Александр РУЛЁВ-ХАЧАТРЯН
д.Костяевка Вологодской области
Рассказы: Колоски, колосочки…; Однажды светлым утром
КОЛОСКИ, КОЛОСОЧКИ…
Ну, про колоски написано много. И в художественной литературе, и так, где кучей, где россыпью. Только одно дело читать про них в отражённом виде на сытое пузо под телевизор, а другое дело, если ты сидишь на лавке подле окошечка и наблюдаешь из избы, чтобы ненароком не заглянул кто и не засёк твою родную мать на месте преступления: она поджаривает четыре жмени ржи, натёртой из подобранных в сегодняшнюю жатву колосков. На груди принесла, за пазухой. Сестрёнкам, себе и мне. Короче – мы воры. На данный божий день.
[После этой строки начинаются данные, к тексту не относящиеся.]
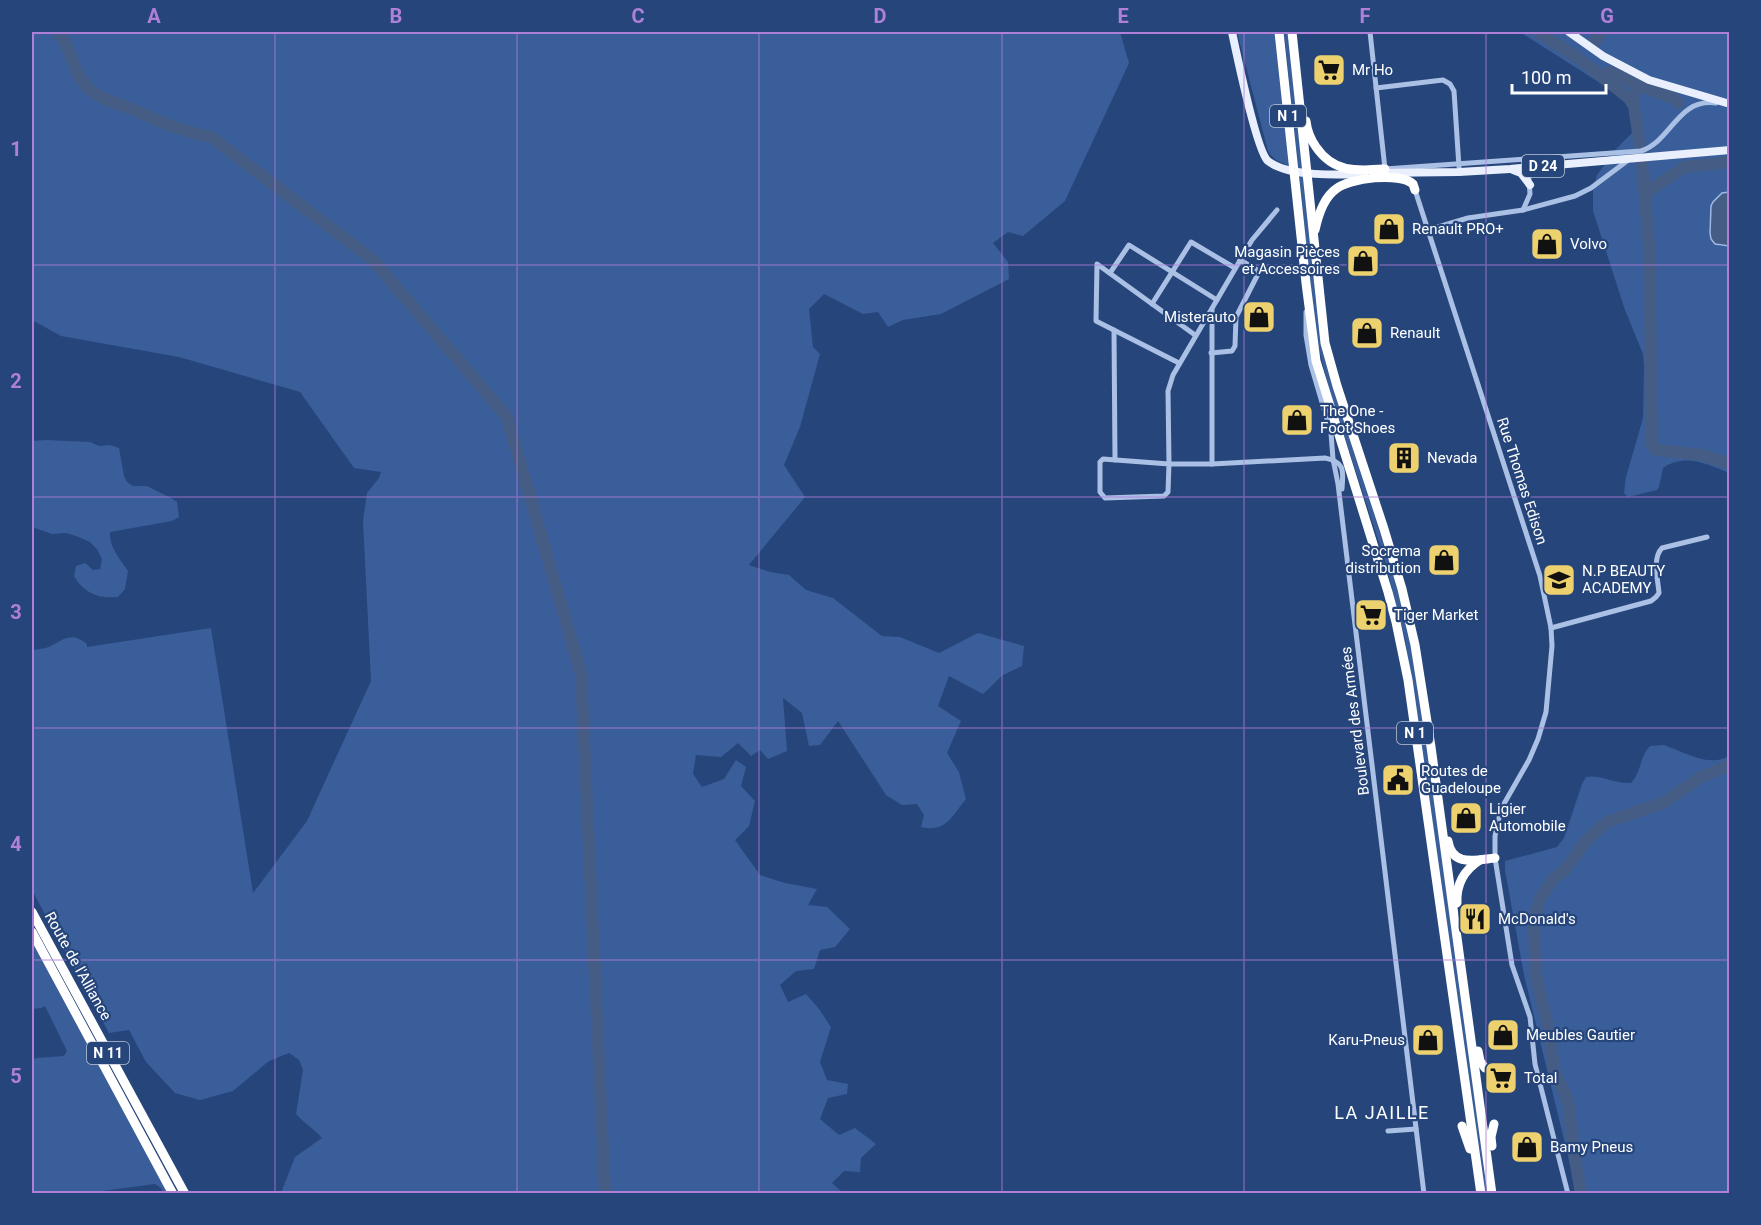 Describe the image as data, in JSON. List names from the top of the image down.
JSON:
{
  "streets": {
    "highway": ["N 1", "Route de l'Alliance", "N 11"],
    "main road": ["D 24"],
    "street": ["Rue Thomas Edison", "Boulevard des Armées"]
  },
  "crossings": [
    ["N 1", "Boulevard des Armées"]
  ],
  "districts": ["LA JAILLE"],
  "places": {
    "supermarket": ["Mr Ho", "Tiger Market", "Total"],
    "shop": [
      "Renault PRO+",
      "Volvo",
      "Magasin Pièces et Accessoires",
      "Misterauto",
      "Renault",
      "The One - Foot Shoes",
      "Socrema distribution",
      "Ligier Automobile",
      "Meubles Gautier",
      "Karu-Pneus",
      "Bamy Pneus"
    ],
    "building": ["Nevada"],
    "school or university": ["N.P BEAUTY ACADEMY"],
    "public building": ["Routes de Guadeloupe"],
    "restaurant": ["McDonald's"]
  },
  "scale_bar": "100 m",
  "grid": {
    "columns": [
      "A",
      "B",
      "C",
      "D",
      "E",
      "F",
      "G"
    ],
    "rows": [
      "1",
      "2",
      "3",
      "4",
      "5"
    ]
  }
}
– Убирай! – кричу я. – Егорыч – к нам!
Мама пристанывает и чуть не с плачем хватает сковородку с огня и прячет на лежанке под кожух. Садится возле печи вся белая, руки на подоле крестом. И я застыл, ноги ослабели. Голову повесил. Слушаем, как по ступенькам деревяшка Егорыча: стук! Переставил живую ногу, подтянул протез – стук!
Вошёл в сени. Распахивает дверь. Пот у него по лицу. Дышит, притуляясь у косяка. Переступил. Поздоровался. Ответил я, но сидя. Встать не могу. А мать лишь слюну проглотила, сама в чёрный потолок глаза возвела, на Бога надеется.
Бригадир примостился возле меня, деревяшка длинная накось вдоль скамьи, вторая нога в заляпанном сапоге ищет себе места, – а делается всё молча, одно сопение впередых.
Егорыч вздохнул глубоко в последний раз, упёрся затылком в стену, прикрыл глаза и тихо произнёс:
– Беда-а. Беда, Александра Павловна.
И заполнилась наша изба невыразимо тихим ужасом. Долгая, как день, текла минута.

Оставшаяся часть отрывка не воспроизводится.